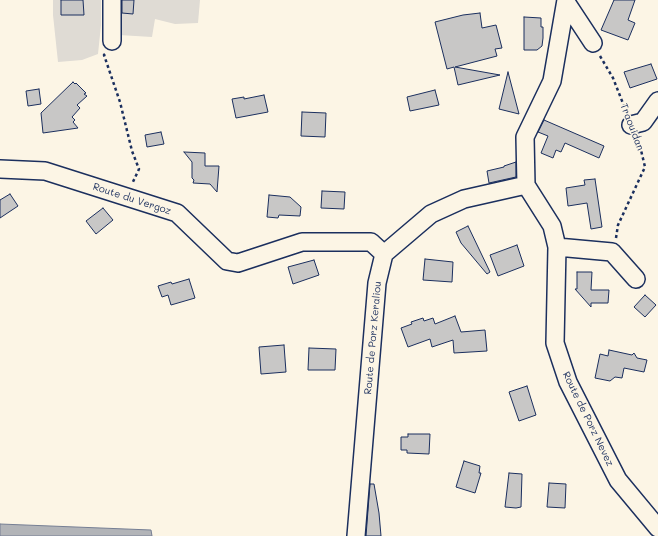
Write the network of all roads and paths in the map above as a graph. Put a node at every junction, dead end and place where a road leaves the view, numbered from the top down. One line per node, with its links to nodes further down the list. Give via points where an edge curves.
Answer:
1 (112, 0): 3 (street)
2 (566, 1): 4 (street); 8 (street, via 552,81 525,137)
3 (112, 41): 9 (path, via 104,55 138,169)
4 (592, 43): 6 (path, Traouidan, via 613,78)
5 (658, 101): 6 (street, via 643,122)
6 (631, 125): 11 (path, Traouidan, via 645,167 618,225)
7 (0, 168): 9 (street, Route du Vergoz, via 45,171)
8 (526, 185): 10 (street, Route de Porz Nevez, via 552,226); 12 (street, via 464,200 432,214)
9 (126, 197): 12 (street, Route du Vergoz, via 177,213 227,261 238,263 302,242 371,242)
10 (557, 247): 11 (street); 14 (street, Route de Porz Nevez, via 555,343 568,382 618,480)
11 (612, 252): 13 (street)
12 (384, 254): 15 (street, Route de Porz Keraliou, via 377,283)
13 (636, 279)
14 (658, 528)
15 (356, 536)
+--
__What to work on__.
A precise repetition of every entry, free of pictures, is the expected answer.

__Solution__.
Write the network of all roads and paths in the map above as a graph. Put a node at every junction, dead end and place where a road leaves the view, numbered from the top down. One line per node, with its links to nodes further down the list. Give via points where an edge curves.
Answer:
1 (112, 0): 3 (street)
2 (566, 1): 4 (street); 8 (street, via 552,81 525,137)
3 (112, 41): 9 (path, via 104,55 138,169)
4 (592, 43): 6 (path, Traouidan, via 613,78)
5 (658, 101): 6 (street, via 643,122)
6 (631, 125): 11 (path, Traouidan, via 645,167 618,225)
7 (0, 168): 9 (street, Route du Vergoz, via 45,171)
8 (526, 185): 10 (street, Route de Porz Nevez, via 552,226); 12 (street, via 464,200 432,214)
9 (126, 197): 12 (street, Route du Vergoz, via 177,213 227,261 238,263 302,242 371,242)
10 (557, 247): 11 (street); 14 (street, Route de Porz Nevez, via 555,343 568,382 618,480)
11 (612, 252): 13 (street)
12 (384, 254): 15 (street, Route de Porz Keraliou, via 377,283)
13 (636, 279)
14 (658, 528)
15 (356, 536)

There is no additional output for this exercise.